▶ **Assignment**
Match the string "async" against each line below, and copy every line that matches.
*** Opening Source material ***
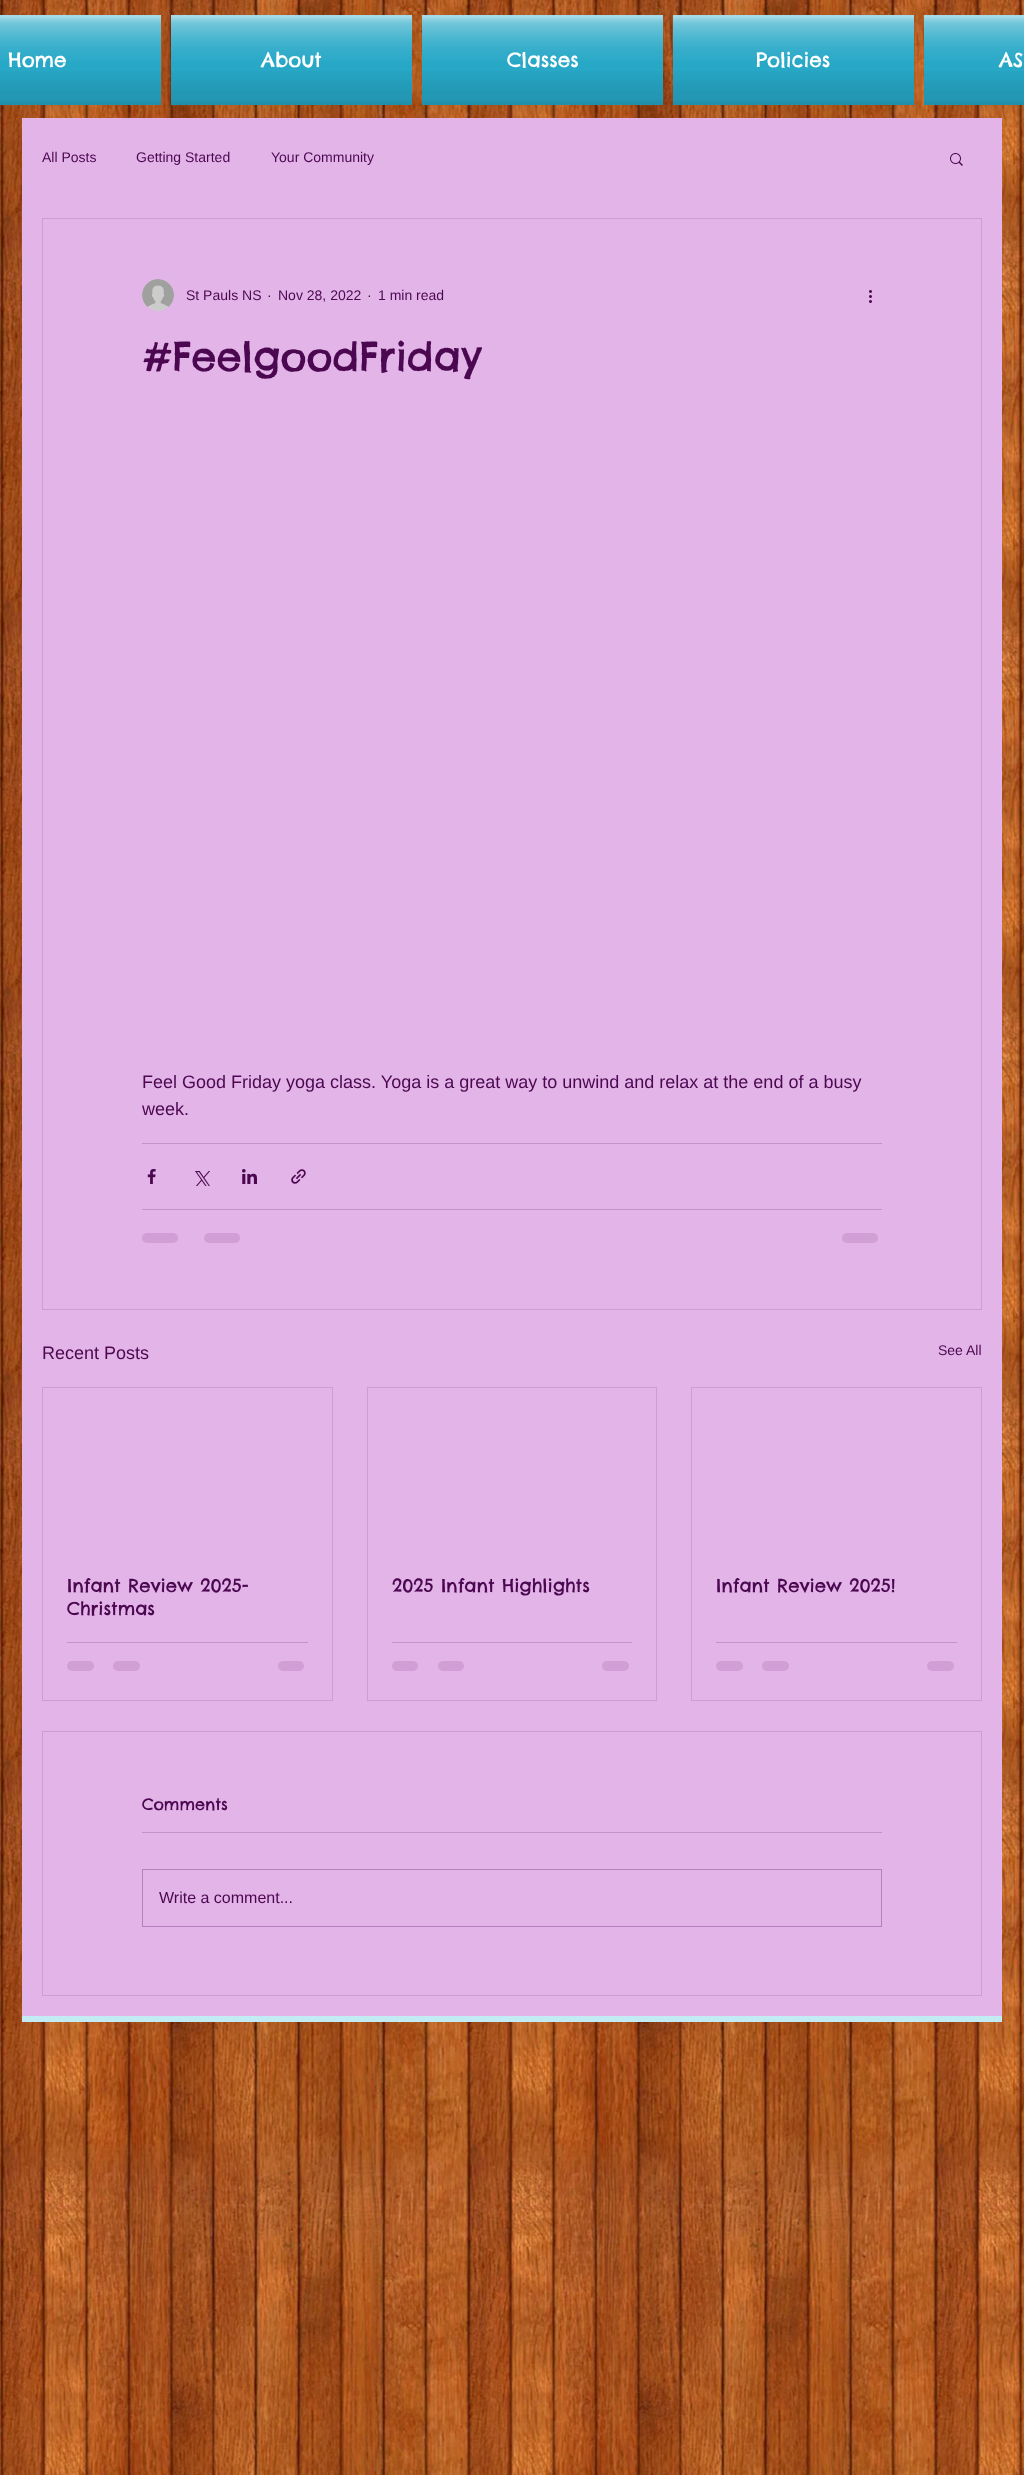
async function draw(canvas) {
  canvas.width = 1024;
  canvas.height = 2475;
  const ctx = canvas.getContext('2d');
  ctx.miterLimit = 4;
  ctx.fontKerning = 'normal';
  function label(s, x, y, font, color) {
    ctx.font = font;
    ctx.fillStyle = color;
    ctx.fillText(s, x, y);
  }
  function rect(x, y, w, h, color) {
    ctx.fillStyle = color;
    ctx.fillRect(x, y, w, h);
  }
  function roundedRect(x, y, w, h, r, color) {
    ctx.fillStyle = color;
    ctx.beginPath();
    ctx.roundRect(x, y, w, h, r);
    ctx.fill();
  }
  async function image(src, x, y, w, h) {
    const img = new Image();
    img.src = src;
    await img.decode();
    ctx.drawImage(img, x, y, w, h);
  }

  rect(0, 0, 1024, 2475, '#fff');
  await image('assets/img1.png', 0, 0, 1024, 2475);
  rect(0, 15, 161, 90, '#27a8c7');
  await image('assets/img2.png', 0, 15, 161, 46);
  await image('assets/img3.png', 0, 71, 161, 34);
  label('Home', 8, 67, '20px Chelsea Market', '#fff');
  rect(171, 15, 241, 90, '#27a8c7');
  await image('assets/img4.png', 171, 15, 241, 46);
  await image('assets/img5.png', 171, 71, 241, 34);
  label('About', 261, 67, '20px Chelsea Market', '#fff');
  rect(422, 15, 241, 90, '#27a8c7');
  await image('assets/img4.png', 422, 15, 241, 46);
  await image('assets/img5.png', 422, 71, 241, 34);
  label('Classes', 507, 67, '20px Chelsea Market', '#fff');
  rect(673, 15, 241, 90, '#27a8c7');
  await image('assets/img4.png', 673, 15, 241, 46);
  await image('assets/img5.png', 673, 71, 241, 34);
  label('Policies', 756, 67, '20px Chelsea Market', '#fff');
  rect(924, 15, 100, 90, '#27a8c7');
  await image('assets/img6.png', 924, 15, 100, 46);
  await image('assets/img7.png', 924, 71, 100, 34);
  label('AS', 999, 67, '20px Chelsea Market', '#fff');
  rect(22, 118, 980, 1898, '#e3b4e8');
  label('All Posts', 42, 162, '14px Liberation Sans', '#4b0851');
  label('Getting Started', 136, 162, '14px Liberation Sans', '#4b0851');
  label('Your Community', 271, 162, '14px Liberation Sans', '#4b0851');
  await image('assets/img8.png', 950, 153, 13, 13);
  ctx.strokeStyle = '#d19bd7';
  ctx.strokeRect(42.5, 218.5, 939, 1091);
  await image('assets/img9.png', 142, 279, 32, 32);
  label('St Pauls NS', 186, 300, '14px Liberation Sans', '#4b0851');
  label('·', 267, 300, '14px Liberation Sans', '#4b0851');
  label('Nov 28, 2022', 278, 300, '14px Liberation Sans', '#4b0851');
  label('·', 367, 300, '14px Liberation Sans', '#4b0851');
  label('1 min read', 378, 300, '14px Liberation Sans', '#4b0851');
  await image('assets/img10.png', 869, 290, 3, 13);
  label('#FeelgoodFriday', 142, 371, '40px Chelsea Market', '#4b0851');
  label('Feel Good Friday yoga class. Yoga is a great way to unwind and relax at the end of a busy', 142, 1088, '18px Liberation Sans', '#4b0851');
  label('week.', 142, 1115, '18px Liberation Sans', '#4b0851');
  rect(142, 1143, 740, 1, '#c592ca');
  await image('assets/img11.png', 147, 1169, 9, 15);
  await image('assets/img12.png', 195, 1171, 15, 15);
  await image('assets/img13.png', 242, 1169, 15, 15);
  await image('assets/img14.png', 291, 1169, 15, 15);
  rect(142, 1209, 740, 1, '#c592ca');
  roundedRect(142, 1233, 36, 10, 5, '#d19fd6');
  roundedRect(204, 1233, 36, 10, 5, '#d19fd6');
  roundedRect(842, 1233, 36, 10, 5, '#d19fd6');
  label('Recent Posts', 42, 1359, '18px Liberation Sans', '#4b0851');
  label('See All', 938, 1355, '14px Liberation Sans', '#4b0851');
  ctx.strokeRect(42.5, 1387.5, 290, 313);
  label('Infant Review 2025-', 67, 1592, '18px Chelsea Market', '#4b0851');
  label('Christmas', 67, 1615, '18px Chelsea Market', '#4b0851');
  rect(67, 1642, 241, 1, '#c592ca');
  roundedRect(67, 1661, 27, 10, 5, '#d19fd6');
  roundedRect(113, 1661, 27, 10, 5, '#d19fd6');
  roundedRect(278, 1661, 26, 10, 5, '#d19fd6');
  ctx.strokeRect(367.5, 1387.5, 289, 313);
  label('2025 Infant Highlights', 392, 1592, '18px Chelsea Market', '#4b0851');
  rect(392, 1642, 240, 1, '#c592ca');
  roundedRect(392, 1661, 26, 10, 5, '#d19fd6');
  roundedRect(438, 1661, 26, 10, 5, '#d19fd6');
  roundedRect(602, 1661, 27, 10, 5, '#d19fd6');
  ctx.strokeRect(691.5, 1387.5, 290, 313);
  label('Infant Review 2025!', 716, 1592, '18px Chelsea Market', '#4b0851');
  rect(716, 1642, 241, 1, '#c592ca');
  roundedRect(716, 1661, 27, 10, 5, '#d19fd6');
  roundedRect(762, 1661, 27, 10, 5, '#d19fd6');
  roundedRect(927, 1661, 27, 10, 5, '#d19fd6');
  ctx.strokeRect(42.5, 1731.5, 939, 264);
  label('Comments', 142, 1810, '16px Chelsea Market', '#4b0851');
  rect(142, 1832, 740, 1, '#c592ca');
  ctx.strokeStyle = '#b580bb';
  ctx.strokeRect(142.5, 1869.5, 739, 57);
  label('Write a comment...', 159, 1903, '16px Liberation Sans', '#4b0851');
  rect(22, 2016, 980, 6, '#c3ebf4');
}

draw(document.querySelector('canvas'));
*** Closing Source material ***
▶ **Exercise answer**
async function draw(canvas) {
  async function image(src, x, y, w, h) {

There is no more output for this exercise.